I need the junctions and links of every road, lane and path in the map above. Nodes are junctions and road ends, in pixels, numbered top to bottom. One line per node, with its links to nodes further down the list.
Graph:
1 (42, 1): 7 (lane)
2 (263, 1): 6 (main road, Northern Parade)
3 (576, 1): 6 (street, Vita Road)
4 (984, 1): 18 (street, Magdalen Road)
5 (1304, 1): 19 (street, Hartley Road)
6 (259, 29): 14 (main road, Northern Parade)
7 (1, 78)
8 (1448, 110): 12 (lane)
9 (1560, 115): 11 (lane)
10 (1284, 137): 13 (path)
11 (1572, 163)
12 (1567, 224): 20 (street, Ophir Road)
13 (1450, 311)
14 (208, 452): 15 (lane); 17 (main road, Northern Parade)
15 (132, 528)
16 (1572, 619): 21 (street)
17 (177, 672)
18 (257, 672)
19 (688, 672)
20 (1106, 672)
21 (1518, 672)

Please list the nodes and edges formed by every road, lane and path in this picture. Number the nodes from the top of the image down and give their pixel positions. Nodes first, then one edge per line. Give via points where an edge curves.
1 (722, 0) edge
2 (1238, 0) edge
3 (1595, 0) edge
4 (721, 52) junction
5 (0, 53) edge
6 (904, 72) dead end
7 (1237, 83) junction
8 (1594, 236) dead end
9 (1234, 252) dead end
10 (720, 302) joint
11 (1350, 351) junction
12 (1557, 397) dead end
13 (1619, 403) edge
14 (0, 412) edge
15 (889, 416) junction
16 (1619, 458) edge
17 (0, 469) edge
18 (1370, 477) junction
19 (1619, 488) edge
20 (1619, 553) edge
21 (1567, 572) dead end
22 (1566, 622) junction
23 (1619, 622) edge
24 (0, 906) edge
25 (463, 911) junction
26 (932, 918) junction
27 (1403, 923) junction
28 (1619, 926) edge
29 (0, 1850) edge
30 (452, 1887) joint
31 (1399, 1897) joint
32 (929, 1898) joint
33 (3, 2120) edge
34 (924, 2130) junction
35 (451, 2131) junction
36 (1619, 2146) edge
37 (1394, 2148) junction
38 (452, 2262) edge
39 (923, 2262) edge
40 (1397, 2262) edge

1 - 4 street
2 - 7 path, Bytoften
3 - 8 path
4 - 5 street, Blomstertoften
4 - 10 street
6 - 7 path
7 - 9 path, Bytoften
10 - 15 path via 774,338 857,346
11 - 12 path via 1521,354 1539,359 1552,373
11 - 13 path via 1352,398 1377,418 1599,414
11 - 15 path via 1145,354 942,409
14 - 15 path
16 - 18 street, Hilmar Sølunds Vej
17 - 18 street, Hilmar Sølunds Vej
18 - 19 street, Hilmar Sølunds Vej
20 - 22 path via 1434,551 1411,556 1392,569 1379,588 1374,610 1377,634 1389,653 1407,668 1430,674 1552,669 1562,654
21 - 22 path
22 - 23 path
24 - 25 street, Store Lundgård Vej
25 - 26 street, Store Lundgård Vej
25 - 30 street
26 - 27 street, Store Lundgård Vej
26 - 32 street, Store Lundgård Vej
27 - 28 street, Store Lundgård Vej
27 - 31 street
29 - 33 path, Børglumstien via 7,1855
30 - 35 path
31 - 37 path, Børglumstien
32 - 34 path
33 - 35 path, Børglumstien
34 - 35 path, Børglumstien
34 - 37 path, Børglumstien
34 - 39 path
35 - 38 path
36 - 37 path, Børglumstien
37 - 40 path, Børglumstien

- **Exercise requirements**: Only the lines that hold the word "Parade" are wanted; each should be pulled from the records.

- **Your solution**:
2 (263, 1): 6 (main road, Northern Parade)
6 (259, 29): 14 (main road, Northern Parade)
14 (208, 452): 15 (lane); 17 (main road, Northern Parade)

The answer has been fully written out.